## [PROBLEM TO SOLVE]
The answer must be every line of the records below that holds the word "path".

═══ INPUT FOR THIS TASK

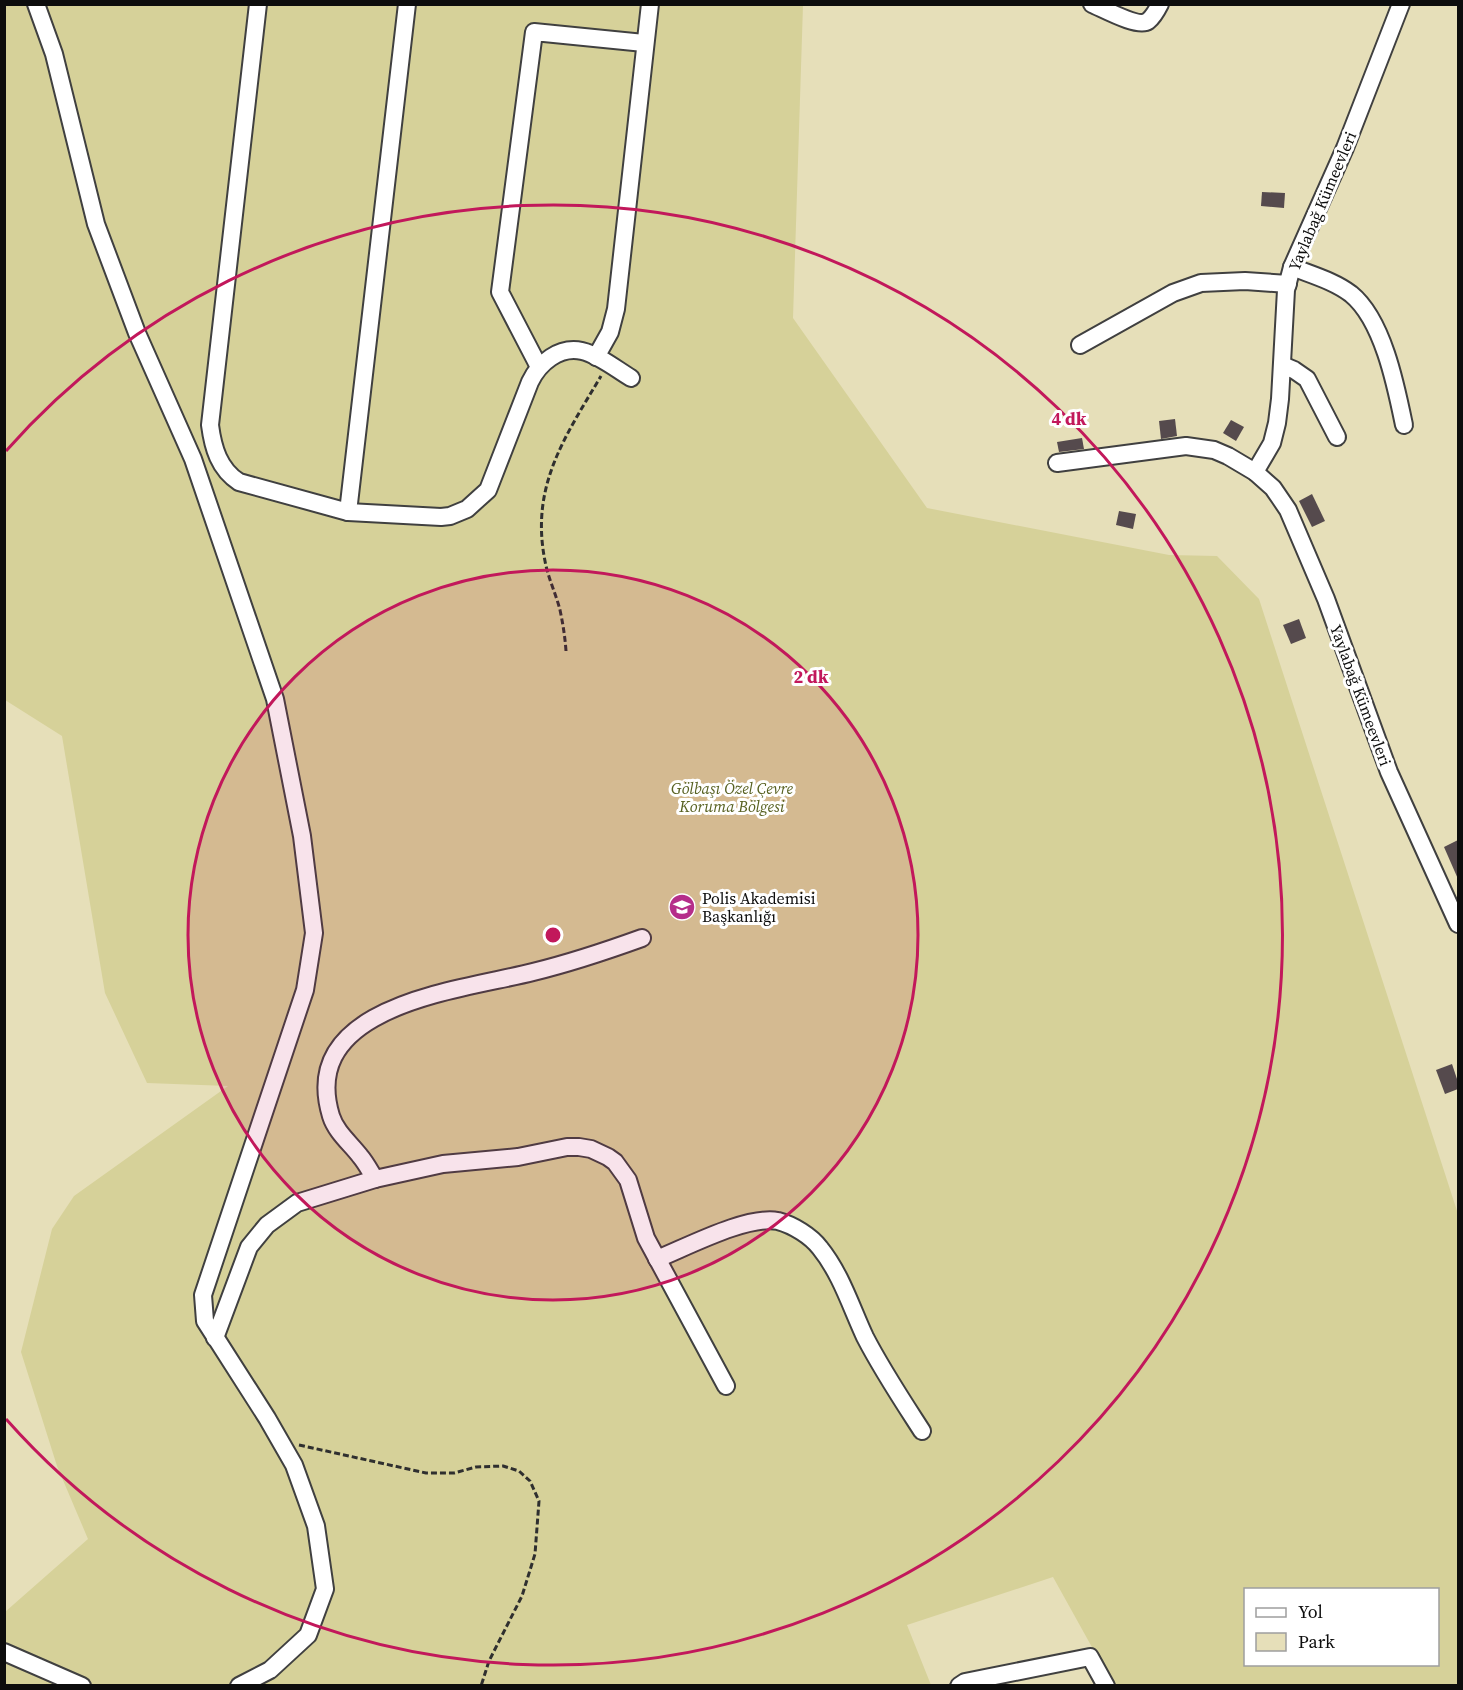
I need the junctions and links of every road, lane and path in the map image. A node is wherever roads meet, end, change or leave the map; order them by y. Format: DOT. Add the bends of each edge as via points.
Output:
graph roads {
  1 [pos="36,4"];
  2 [pos="258,4"];
  3 [pos="407,4"];
  4 [pos="650,4"];
  5 [pos="1092,4"];
  6 [pos="1160,4"];
  7 [pos="1401,4"];
  8 [pos="644,43"];
  9 [pos="1292,267"];
  10 [pos="1288,284"];
  11 [pos="1080,345"];
  12 [pos="602,361"];
  13 [pos="1282,365"];
  14 [pos="539,367"];
  15 [pos="632,378"];
  16 [pos="1404,425"];
  17 [pos="1337,437"];
  18 [pos="215,452"];
  19 [pos="193,459"];
  20 [pos="1057,463"];
  21 [pos="1255,472"];
  22 [pos="348,512"];
  23 [pos="566,651"];
  24 [pos="1458,924"];
  25 [pos="642,938"];
  26 [pos="375,1179"];
  27 [pos="657,1259"];
  28 [pos="215,1338"];
  29 [pos="726,1386"];
  30 [pos="921,1431"];
  31 [pos="284,1448"];
  32 [pos="4,1652"];
  33 [pos="82,1686"];
  34 [pos="239,1686"];
  35 [pos="481,1686"];
  36 [pos="959,1686"];
  37 [pos="1106,1686"];
  1 -- 19 [label="street" via="54,54 96,224 137,333"];
  2 -- 18 [label="street" via="210,425"];
  3 -- 22 [label="street"];
  4 -- 8 [label="street"];
  5 -- 6 [label="street" via="1143,23 1150,20"];
  7 -- 9 [label="street, Yaylabağ Kümeevleri" via="1345,148"];
  8 -- 12 [label="street" via="616,309"];
  8 -- 14 [label="street" via="534,32 500,292"];
  9 -- 10 [label="street, Yaylabağ Kümeevleri"];
  9 -- 16 [label="street" via="1339,287 1365,308 1395,382"];
  10 -- 11 [label="street" via="1201,283 1173,293"];
  10 -- 13 [label="street, Yaylabağ Kümeevleri"];
  12 -- 14 [label="street" via="582,351 563,352"];
  12 -- 15 [label="street"];
  12 -- 23 [label="path" via="556,454 543,506 544,559 559,608"];
  13 -- 17 [label="street" via="1307,379"];
  13 -- 21 [label="street, Yaylabağ Kümeevleri" via="1277,423 1272,442"];
  14 -- 22 [label="street" via="493,482 475,504 441,517"];
  18 -- 19 [label="street"];
  18 -- 22 [label="street" via="225,471 239,482"];
  19 -- 28 [label="street" via="275,699 302,836 314,933 305,990 203,1295 205,1321"];
  20 -- 21 [label="street, Yaylabağ Kümeevleri" via="1186,446 1214,450"];
  21 -- 24 [label="street, Yaylabağ Kümeevleri" via="1273,488 1288,510 1338,629 1389,772"];
  25 -- 26 [label="street" via="535,972 412,1000 375,1018 341,1043 328,1074 328,1107 335,1127"];
  26 -- 27 [label="street" via="443,1164 518,1157 567,1147 591,1149 615,1162 628,1180 646,1238"];
  26 -- 28 [label="street" via="297,1203 267,1225 243,1260"];
  27 -- 29 [label="street"];
  27 -- 30 [label="street" via="749,1222 777,1221 798,1229 819,1247 841,1281 865,1338"];
  28 -- 31 [label="street"];
  31 -- 34 [label="street" via="316,1526 325,1589 308,1635 270,1670"];
  31 -- 35 [label="path" via="295,1444 440,1474 503,1466 519,1471 530,1481 539,1501 535,1554 522,1596 489,1661"];
  32 -- 33 [label="street"];
  36 -- 37 [label="street" via="1090,1657"];
}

══════

## [RESULT]
I need the junctions and links of every road, lane and path in the map image. A node is wherever roads meet, end, change or leave the map; order them by y. Format: DOT. Add the bends of each edge as via points.
  12 -- 23 [label="path" via="556,454 543,506 544,559 559,608"];
  31 -- 35 [label="path" via="295,1444 440,1474 503,1466 519,1471 530,1481 539,1501 535,1554 522,1596 489,1661"];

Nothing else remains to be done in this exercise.